Forever 21 Rises From the Dead

Forever 21 Rises From the Dead

In September 2019, Forever 21 became the latest fast fashion brand to file for Chapter 11 bankruptcy protection. The company announced it would shutter 350 stores in total, including 178 in the United States alone. (That’s more than half their stock—Forever 21 owns around 600 stores, globally.) Fast forward five months and the chain has unexpectedly risen from the dead: according to BBC, three buyers—brand management company Authentic Brands, mall conglomerate Simon Property and real estate company Brookfield Property—have purchased the brand. They plan on keeping the lights on in 448 US stores, and launching new accessories lines. The question is now—why?

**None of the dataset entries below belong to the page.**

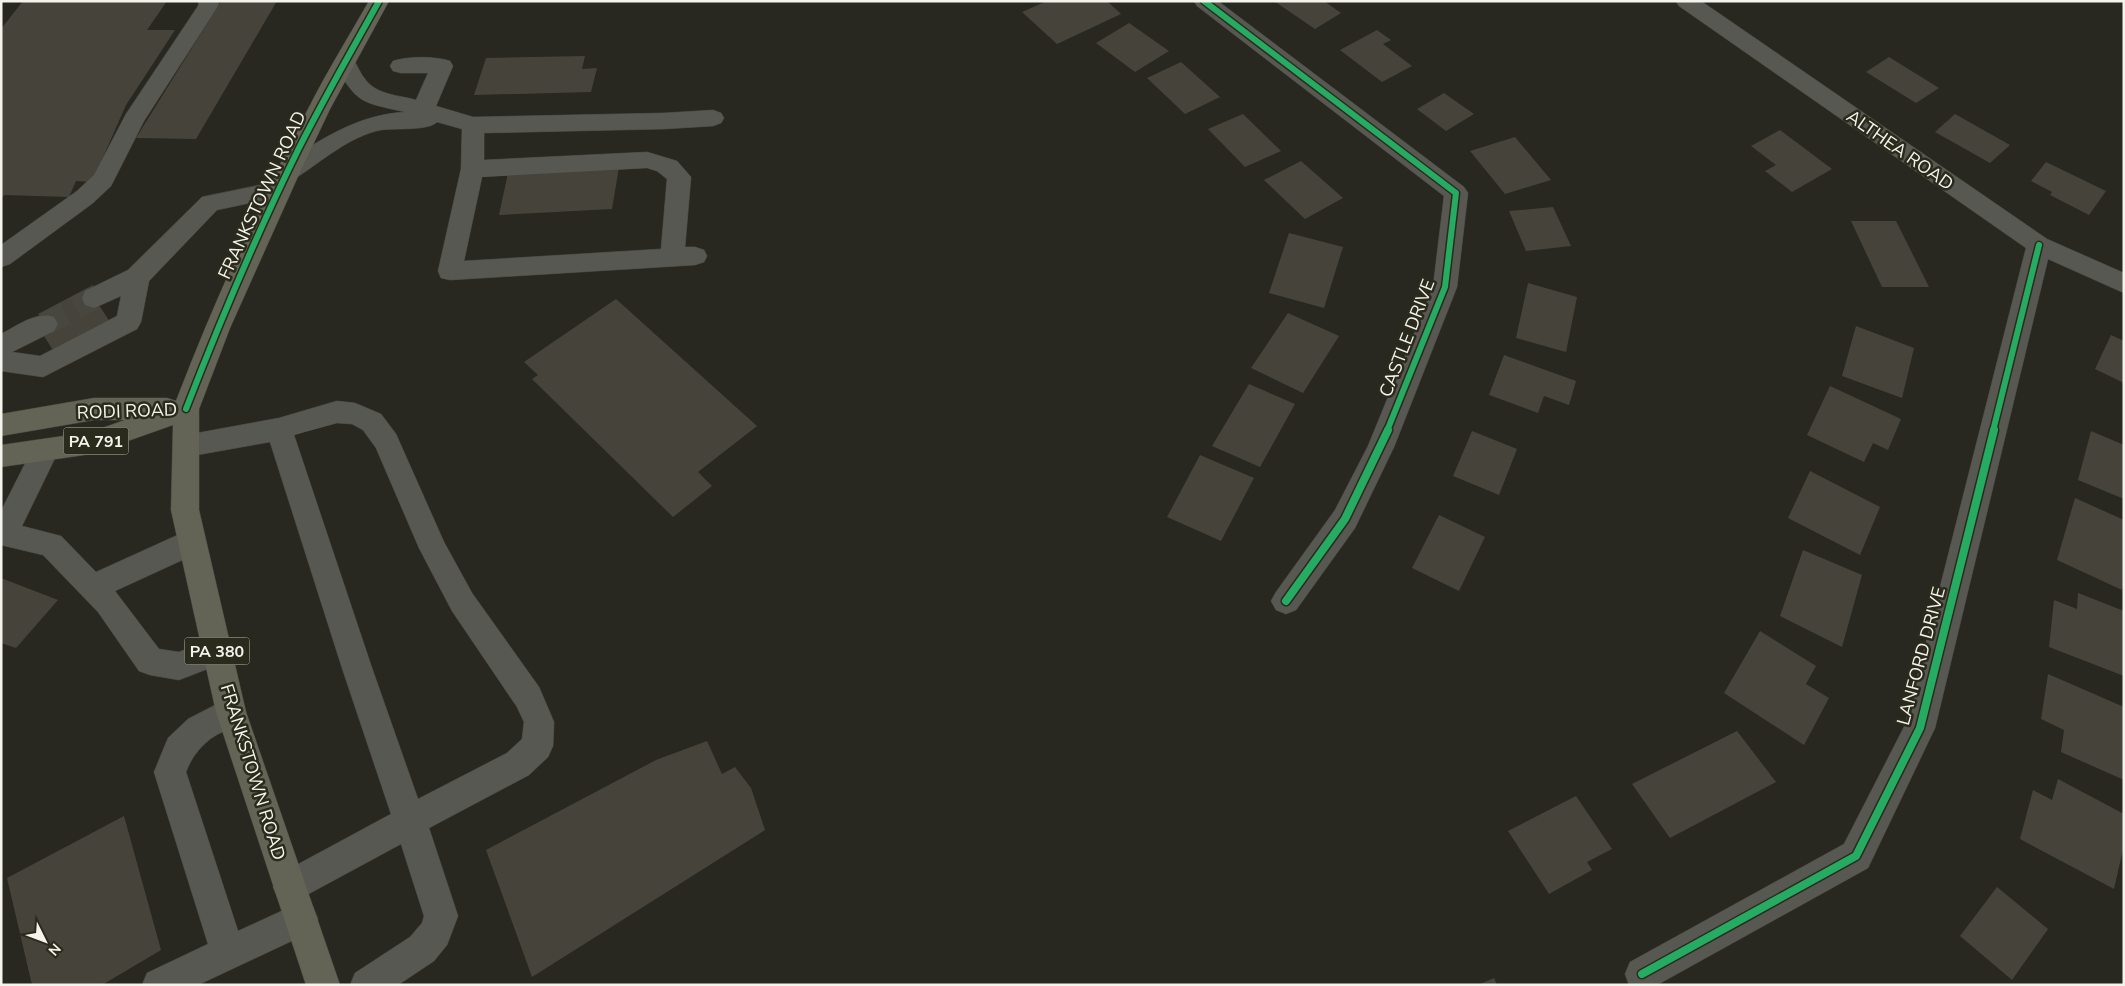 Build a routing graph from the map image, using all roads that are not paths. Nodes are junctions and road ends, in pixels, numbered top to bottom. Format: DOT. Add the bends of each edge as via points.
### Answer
graph roads {
  1 [pos="209,1"];
  2 [pos="379,1"];
  3 [pos="1204,1"];
  4 [pos="1686,1"];
  5 [pos="345,63"];
  6 [pos="401,66"];
  7 [pos="423,110"];
  8 [pos="447,118"];
  9 [pos="713,118"];
  10 [pos="473,125"];
  11 [pos="472,169"];
  12 [pos="284,181"];
  13 [pos="2039,246"];
  14 [pos="1,258"];
  15 [pos="137,277"];
  16 [pos="2124,284"];
  17 [pos="94,298"];
  18 [pos="45,324"];
  19 [pos="1,346"];
  20 [pos="1,361"];
  21 [pos="186,409"];
  22 [pos="1,425"];
  23 [pos="279,430"];
  24 [pos="186,446"];
  25 [pos="46,450"];
  26 [pos="1,456"];
  27 [pos="3,533"];
  28 [pos="192,542"];
  29 [pos="93,587"];
  30 [pos="1286,601"];
  31 [pos="217,651"];
  32 [pos="231,712"];
  33 [pos="410,821"];
  34 [pos="290,887"];
  35 [pos="301,919"];
  36 [pos="228,953"];
  37 [pos="1642,974"];
  38 [pos="159,985"];
  39 [pos="323,985"];
  40 [pos="367,985"];
  1 -- 14 [label="street" via="134,119 104,180"];
  2 -- 5 [label="main road, FRANKSTOWN ROAD / PA 380"];
  3 -- 30 [label="street, CASTLE DRIVE" via="1456,193 1445,287 1381,447 1345,519"];
  4 -- 13 [label="street, ALTHEA ROAD"];
  5 -- 7 [label="street" via="364,92"];
  5 -- 12 [label="main road, FRANKSTOWN ROAD / PA 380"];
  6 -- 7 [label="street" via="442,66"];
  7 -- 8 [label="street"];
  8 -- 10 [label="street"];
  8 -- 12 [label="street" via="372,125 354,132"];
  9 -- 10 [label="street"];
  10 -- 11 [label="street"];
  11 -- 11 [label="street" via="450,271 683,256 679,177 662,162 647,160"];
  12 -- 15 [label="street" via="210,203"];
  12 -- 21 [label="main road, FRANKSTOWN ROAD / PA 380" via="217,328"];
  13 -- 16 [label="street, ALTHEA ROAD"];
  13 -- 37 [label="street, LANFORD DRIVE" via="1920,728 1856,856"];
  15 -- 17 [label="street"];
  15 -- 20 [label="street" via="128,322 43,367"];
  18 -- 19 [label="street"];
  21 -- 22 [label="main road, RODI ROAD / PA 791" via="94,409"];
  21 -- 24 [label="main road, FRANKSTOWN ROAD / PA 380"];
  21 -- 25 [label="main road, RODI ROAD / PA 791" via="91,443"];
  23 -- 24 [label="street"];
  23 -- 33 [label="street"];
  23 -- 33 [label="street" via="336,412 354,414 372,422 387,442 437,556 462,602 528,697 539,722 537,746 518,764"];
  24 -- 28 [label="main road, FRANKSTOWN ROAD / PA 380" via="185,510"];
  25 -- 26 [label="main road, RODI ROAD / PA 791"];
  25 -- 27 [label="street"];
  27 -- 29 [label="street" via="51,544"];
  28 -- 29 [label="street"];
  28 -- 31 [label="main road, FRANKSTOWN ROAD / PA 380"];
  29 -- 31 [label="street" via="150,660 180,666"];
  31 -- 32 [label="main road, FRANKSTOWN ROAD / PA 380"];
  32 -- 34 [label="main road, FRANKSTOWN ROAD / PA 380"];
  32 -- 36 [label="street" via="199,729 178,749 170,772"];
  33 -- 34 [label="street"];
  33 -- 40 [label="street" via="441,916 435,933 422,949"];
  34 -- 35 [label="main road, FRANKSTOWN ROAD / PA 380"];
  35 -- 36 [label="street"];
  35 -- 39 [label="main road, FRANKSTOWN ROAD / PA 380"];
  36 -- 38 [label="street"];
} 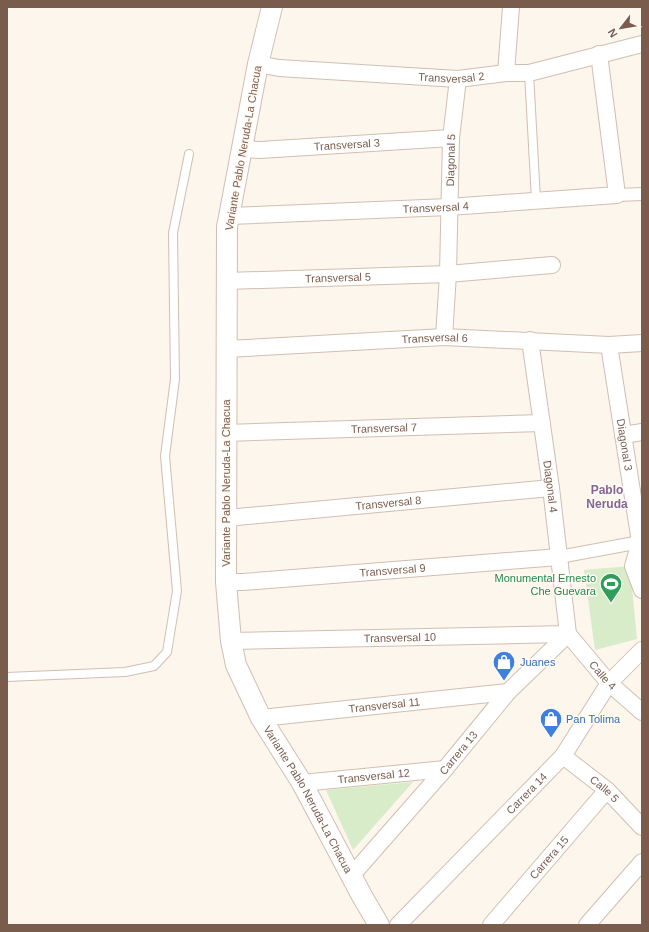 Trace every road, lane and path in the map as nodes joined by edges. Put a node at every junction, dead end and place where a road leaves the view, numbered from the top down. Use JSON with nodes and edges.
{"nodes":[{"id":1,"x":272,"y":7,"type":"edge"},
{"id":2,"x":511,"y":7,"type":"edge"},
{"id":3,"x":642,"y":44,"type":"edge"},
{"id":4,"x":599,"y":54,"type":"junction"},
{"id":5,"x":258,"y":64,"type":"junction"},
{"id":6,"x":506,"y":73,"type":"junction"},
{"id":7,"x":529,"y":73,"type":"junction"},
{"id":8,"x":458,"y":79,"type":"junction"},
{"id":9,"x":451,"y":138,"type":"junction"},
{"id":10,"x":243,"y":149,"type":"junction"},
{"id":11,"x":189,"y":154,"type":"dead end"},
{"id":12,"x":642,"y":194,"type":"edge"},
{"id":13,"x":618,"y":195,"type":"junction"},
{"id":14,"x":536,"y":200,"type":"junction"},
{"id":15,"x":449,"y":207,"type":"junction"},
{"id":16,"x":229,"y":216,"type":"junction"},
{"id":17,"x":552,"y":265,"type":"dead end"},
{"id":18,"x":448,"y":274,"type":"junction"},
{"id":19,"x":227,"y":281,"type":"junction"},
{"id":20,"x":444,"y":337,"type":"junction"},
{"id":21,"x":530,"y":340,"type":"junction"},
{"id":22,"x":642,"y":343,"type":"edge"},
{"id":23,"x":609,"y":345,"type":"junction"},
{"id":24,"x":227,"y":349,"type":"junction"},
{"id":25,"x":542,"y":423,"type":"junction"},
{"id":26,"x":642,"y":432,"type":"edge"},
{"id":27,"x":226,"y":433,"type":"junction"},
{"id":28,"x":623,"y":435,"type":"junction"},
{"id":29,"x":551,"y":488,"type":"junction"},
{"id":30,"x":226,"y":518,"type":"junction"},
{"id":31,"x":641,"y":541,"type":"edge"},
{"id":32,"x":559,"y":557,"type":"junction"},
{"id":33,"x":226,"y":582,"type":"junction"},
{"id":34,"x":642,"y":590,"type":"edge"},
{"id":35,"x":568,"y":634,"type":"junction"},
{"id":36,"x":231,"y":641,"type":"junction"},
{"id":37,"x":642,"y":650,"type":"edge"},
{"id":38,"x":7,"y":677,"type":"edge"},
{"id":39,"x":609,"y":683,"type":"junction"},
{"id":40,"x":508,"y":692,"type":"junction"},
{"id":41,"x":642,"y":712,"type":"edge"},
{"id":42,"x":261,"y":718,"type":"junction"},
{"id":43,"x":563,"y":756,"type":"junction"},
{"id":44,"x":445,"y":769,"type":"junction"},
{"id":45,"x":302,"y":783,"type":"junction"},
{"id":46,"x":608,"y":790,"type":"junction"},
{"id":47,"x":642,"y":827,"type":"edge"},
{"id":48,"x":642,"y":862,"type":"edge"},
{"id":49,"x":352,"y":875,"type":"junction"},
{"id":50,"x":379,"y":925,"type":"edge"},
{"id":51,"x":398,"y":925,"type":"edge"},
{"id":52,"x":491,"y":925,"type":"edge"},
{"id":53,"x":587,"y":925,"type":"edge"}],
"edges":[{"from":1,"to":5,"type":"street","name":"Variante Pablo Neruda-La Chacua"},
{"from":2,"to":6,"type":"street"},
{"from":3,"to":4,"type":"street","name":"Transversal 2"},
{"from":4,"to":7,"type":"street","name":"Transversal 2"},
{"from":4,"to":13,"type":"street"},
{"from":5,"to":8,"type":"street","name":"Transversal 2"},
{"from":5,"to":10,"type":"street","name":"Variante Pablo Neruda-La Chacua"},
{"from":6,"to":7,"type":"street","name":"Transversal 2"},
{"from":6,"to":8,"type":"street","name":"Transversal 2"},
{"from":7,"to":14,"type":"lane"},
{"from":8,"to":9,"type":"street","name":"Diagonal 5"},
{"from":9,"to":10,"type":"street","name":"Transversal 3"},
{"from":9,"to":15,"type":"street","name":"Diagonal 5"},
{"from":10,"to":16,"type":"street","name":"Variante Pablo Neruda-La Chacua"},
{"from":11,"to":38,"type":"lane"},
{"from":12,"to":13,"type":"street","name":"Transversal 4"},
{"from":13,"to":14,"type":"street","name":"Transversal 4"},
{"from":14,"to":15,"type":"street","name":"Transversal 4"},
{"from":15,"to":16,"type":"street","name":"Transversal 4"},
{"from":15,"to":18,"type":"street","name":"Diagonal 5"},
{"from":16,"to":19,"type":"street","name":"Variante Pablo Neruda-La Chacua"},
{"from":17,"to":18,"type":"street","name":"Transversal 5"},
{"from":18,"to":19,"type":"street","name":"Transversal 5"},
{"from":18,"to":20,"type":"street","name":"Diagonal 5"},
{"from":19,"to":24,"type":"street","name":"Variante Pablo Neruda-La Chacua"},
{"from":20,"to":21,"type":"street","name":"Transversal 6"},
{"from":20,"to":24,"type":"street","name":"Transversal 6"},
{"from":21,"to":23,"type":"street","name":"Transversal 6"},
{"from":21,"to":25,"type":"street","name":"Diagonal 4"},
{"from":22,"to":23,"type":"street","name":"Transversal 6"},
{"from":23,"to":28,"type":"street","name":"Diagonal 3"},
{"from":24,"to":27,"type":"street","name":"Variante Pablo Neruda-La Chacua"},
{"from":25,"to":27,"type":"street","name":"Transversal 7"},
{"from":25,"to":29,"type":"street","name":"Diagonal 4"},
{"from":26,"to":28,"type":"street"},
{"from":27,"to":30,"type":"street","name":"Variante Pablo Neruda-La Chacua"},
{"from":28,"to":31,"type":"street","name":"Diagonal 3"},
{"from":29,"to":30,"type":"street","name":"Transversal 8"},
{"from":29,"to":32,"type":"street","name":"Diagonal 4"},
{"from":30,"to":33,"type":"street","name":"Variante Pablo Neruda-La Chacua"},
{"from":31,"to":32,"type":"street"},
{"from":31,"to":34,"type":"street","name":"Diagonal 3"},
{"from":32,"to":33,"type":"street","name":"Transversal 9"},
{"from":32,"to":35,"type":"street","name":"Diagonal 4"},
{"from":33,"to":36,"type":"street","name":"Variante Pablo Neruda-La Chacua"},
{"from":35,"to":36,"type":"street","name":"Transversal 10"},
{"from":35,"to":39,"type":"street","name":"Calle 4"},
{"from":35,"to":40,"type":"street","name":"Carrera 13"},
{"from":36,"to":42,"type":"street","name":"Variante Pablo Neruda-La Chacua"},
{"from":37,"to":39,"type":"street","name":"Carrera 14"},
{"from":39,"to":41,"type":"street","name":"Calle 4"},
{"from":39,"to":43,"type":"street","name":"Carrera 14"},
{"from":40,"to":42,"type":"street","name":"Transversal 11"},
{"from":40,"to":44,"type":"street","name":"Carrera 13"},
{"from":42,"to":45,"type":"street","name":"Variante Pablo Neruda-La Chacua"},
{"from":43,"to":46,"type":"street","name":"Calle 5"},
{"from":43,"to":51,"type":"street","name":"Carrera 14"},
{"from":44,"to":45,"type":"street","name":"Transversal 12"},
{"from":44,"to":49,"type":"street","name":"Carrera 13"},
{"from":45,"to":49,"type":"street","name":"Variante Pablo Neruda-La Chacua"},
{"from":46,"to":47,"type":"street","name":"Calle 5"},
{"from":46,"to":52,"type":"street","name":"Carrera 15"},
{"from":48,"to":53,"type":"street"},
{"from":49,"to":50,"type":"street","name":"Variante Pablo Neruda-La Chacua"}]}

Just let it die?

For years, studies have shown that young people (the kind who used to frequent Forever 21) have begun preferring resale commerce to fast fashion, the latter of which is often cheaper in quality and more expensive. According to a 2017 report conducted by Credit Suisse, 20% to 25% of malls are expected to close by 2022, too—that limits the spaces where Forever 21 can even exist (though it does explain why mall bosses Simon Property is part of the deal; it’s gotta be some sort of Hail Mary.) Beyond that, Forever 21 faced an expensive lawsuit filed by Ariana Grande, who alleged the company stole her image to sell products just before filing for bankruptcy. Partnered with Forever 21’s frequent PR disasters, such as sending diet bars to plus-size shoppers, lifting styles from indie designers, some meant to promote Planned Parenthood, and more, I wonder if there’s even faith in the brand at all. Surely there are other websites that sell poorly constructed, heather gray bodycon dresses?